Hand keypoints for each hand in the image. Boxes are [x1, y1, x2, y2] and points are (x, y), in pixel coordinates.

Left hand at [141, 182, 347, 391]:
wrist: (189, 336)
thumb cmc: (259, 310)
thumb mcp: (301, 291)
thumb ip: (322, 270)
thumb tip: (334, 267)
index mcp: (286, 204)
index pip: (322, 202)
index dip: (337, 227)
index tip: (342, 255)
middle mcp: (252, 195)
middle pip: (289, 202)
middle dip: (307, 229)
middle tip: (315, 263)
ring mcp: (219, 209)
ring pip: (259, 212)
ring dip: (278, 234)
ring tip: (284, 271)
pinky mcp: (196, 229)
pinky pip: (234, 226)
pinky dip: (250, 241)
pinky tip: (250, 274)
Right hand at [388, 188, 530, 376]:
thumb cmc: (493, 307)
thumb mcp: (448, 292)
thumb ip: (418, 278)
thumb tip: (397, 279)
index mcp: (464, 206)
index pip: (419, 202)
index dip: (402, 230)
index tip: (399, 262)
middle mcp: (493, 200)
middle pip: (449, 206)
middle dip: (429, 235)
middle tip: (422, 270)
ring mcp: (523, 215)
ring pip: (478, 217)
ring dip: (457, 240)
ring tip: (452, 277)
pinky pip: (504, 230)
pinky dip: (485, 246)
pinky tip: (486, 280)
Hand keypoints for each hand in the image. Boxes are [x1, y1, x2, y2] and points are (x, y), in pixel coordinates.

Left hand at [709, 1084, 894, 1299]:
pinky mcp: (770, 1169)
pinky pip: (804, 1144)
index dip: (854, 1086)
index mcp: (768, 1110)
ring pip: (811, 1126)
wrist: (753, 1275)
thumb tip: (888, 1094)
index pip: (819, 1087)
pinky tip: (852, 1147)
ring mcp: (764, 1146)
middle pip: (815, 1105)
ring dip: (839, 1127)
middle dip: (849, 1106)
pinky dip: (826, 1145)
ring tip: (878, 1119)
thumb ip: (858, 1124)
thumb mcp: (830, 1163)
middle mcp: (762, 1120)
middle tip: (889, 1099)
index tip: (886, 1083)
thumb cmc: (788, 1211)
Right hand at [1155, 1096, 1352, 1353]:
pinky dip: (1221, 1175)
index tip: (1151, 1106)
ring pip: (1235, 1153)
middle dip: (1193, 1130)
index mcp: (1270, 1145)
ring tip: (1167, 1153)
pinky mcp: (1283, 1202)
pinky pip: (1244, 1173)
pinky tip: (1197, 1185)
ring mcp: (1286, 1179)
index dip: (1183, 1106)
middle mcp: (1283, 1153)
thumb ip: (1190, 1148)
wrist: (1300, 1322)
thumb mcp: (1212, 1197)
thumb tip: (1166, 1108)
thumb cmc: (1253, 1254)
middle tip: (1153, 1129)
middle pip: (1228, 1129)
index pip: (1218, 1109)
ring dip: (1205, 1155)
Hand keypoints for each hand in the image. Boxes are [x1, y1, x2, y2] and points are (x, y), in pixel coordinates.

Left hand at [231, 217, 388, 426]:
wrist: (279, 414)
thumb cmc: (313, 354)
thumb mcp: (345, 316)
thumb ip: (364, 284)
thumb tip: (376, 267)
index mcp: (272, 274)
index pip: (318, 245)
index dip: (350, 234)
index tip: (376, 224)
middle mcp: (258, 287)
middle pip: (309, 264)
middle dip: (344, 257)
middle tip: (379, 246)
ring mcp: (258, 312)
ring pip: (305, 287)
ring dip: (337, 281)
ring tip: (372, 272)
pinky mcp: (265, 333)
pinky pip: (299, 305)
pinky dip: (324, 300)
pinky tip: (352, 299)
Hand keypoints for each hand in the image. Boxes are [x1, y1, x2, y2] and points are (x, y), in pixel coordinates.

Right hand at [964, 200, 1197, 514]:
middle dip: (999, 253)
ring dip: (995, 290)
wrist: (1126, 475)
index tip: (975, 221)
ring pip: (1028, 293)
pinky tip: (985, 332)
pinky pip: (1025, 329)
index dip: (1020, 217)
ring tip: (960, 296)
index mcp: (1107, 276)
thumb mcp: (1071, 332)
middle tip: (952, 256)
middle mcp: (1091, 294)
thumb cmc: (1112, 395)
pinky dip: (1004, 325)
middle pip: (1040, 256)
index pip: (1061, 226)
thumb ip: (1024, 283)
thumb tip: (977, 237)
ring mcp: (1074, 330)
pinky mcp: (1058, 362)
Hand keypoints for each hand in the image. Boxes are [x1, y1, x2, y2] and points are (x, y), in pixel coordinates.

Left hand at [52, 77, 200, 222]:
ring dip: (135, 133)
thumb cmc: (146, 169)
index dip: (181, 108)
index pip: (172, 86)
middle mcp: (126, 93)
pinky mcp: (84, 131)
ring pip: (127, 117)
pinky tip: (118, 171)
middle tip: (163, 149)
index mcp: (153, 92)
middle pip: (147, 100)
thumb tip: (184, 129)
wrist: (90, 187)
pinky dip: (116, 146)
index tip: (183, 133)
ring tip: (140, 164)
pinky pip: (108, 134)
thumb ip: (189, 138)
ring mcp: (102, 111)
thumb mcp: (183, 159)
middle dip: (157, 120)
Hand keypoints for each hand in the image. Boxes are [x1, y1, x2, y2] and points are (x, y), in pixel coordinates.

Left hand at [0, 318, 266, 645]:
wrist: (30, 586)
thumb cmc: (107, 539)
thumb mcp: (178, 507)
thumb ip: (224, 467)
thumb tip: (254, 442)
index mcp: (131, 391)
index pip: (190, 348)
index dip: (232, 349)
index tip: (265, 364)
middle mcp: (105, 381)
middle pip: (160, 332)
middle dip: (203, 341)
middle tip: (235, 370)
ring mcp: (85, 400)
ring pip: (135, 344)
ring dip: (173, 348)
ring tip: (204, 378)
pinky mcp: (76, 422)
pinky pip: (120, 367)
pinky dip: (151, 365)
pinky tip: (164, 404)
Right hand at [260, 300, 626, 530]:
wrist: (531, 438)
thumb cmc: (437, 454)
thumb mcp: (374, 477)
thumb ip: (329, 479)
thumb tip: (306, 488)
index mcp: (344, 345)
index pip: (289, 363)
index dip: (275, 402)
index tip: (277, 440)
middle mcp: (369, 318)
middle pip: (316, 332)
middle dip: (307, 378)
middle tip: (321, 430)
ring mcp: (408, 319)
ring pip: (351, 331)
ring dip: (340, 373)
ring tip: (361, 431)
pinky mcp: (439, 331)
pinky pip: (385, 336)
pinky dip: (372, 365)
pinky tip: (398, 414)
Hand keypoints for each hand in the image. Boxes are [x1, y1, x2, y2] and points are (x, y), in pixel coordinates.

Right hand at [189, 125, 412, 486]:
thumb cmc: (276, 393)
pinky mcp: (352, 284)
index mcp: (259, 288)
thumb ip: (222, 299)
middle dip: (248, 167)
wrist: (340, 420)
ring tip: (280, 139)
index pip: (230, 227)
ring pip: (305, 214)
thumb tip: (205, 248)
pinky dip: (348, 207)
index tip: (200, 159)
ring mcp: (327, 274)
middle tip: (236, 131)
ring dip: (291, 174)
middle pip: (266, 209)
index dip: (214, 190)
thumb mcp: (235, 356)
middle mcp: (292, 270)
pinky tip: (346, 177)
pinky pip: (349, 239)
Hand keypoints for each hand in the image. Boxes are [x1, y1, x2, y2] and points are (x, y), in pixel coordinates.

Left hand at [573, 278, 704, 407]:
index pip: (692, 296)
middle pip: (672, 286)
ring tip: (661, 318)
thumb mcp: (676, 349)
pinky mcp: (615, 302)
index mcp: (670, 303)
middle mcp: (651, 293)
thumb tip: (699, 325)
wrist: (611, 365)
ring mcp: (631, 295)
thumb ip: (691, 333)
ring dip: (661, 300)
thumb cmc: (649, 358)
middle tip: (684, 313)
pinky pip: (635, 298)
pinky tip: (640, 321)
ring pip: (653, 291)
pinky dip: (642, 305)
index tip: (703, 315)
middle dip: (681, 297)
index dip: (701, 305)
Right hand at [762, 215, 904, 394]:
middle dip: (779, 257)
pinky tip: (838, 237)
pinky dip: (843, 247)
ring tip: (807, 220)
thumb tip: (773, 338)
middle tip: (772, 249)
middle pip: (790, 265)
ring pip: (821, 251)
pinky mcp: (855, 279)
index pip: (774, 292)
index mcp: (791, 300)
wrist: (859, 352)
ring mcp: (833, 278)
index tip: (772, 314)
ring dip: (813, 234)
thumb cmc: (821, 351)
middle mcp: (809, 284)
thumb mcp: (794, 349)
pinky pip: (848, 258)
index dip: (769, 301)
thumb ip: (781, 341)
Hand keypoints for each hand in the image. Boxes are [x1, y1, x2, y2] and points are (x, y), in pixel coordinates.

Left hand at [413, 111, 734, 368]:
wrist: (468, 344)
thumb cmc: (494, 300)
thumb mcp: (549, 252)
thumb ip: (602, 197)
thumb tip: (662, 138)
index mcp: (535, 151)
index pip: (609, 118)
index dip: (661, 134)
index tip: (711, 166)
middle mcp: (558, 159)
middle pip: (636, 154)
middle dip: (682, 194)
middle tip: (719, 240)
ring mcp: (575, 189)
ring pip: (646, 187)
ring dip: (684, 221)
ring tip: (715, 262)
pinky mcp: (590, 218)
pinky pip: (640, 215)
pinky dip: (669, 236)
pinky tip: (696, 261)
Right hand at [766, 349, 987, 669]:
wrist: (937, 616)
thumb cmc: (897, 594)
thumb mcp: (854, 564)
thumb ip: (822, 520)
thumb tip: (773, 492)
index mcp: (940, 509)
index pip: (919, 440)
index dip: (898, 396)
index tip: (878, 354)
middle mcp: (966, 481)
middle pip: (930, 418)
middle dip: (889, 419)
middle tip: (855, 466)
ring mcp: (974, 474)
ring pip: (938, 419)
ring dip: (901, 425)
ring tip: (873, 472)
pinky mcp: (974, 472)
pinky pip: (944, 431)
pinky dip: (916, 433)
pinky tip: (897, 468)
────────────────────
◆ **Exercise requirements**: Using the records above, write out exactly the lines between the one holding "index tip: (342, 255)" and the one holding "pinky pip: (504, 230)", inclusive; leave everything else out.

◆ **Result below**:
index tip: (342, 255)
middle mcp: (252, 195)
middle pip: (289, 202)
middle dip: (307, 229)
middle tip: (315, 263)
ring mcp: (219, 209)
ring pip: (259, 212)
ring dip: (278, 234)
ring tip: (284, 271)
pinky mcp: (196, 229)
pinky pip: (234, 226)
pinky dip: (250, 241)
pinky tip: (250, 274)
Right hand at [388, 188, 530, 376]:
thumb cmc: (493, 307)
thumb mcp: (448, 292)
thumb ip: (418, 278)
thumb tip: (397, 279)
index mcp: (464, 206)
index pip: (419, 202)
index dip: (402, 230)
index tip: (399, 262)
middle mcp: (493, 200)
middle pip: (449, 206)
middle dip: (429, 235)
middle tip: (422, 270)
ring mcp: (523, 215)
ring pip: (478, 217)
ring dip: (457, 240)
ring tip: (452, 277)
pinky pip: (504, 230)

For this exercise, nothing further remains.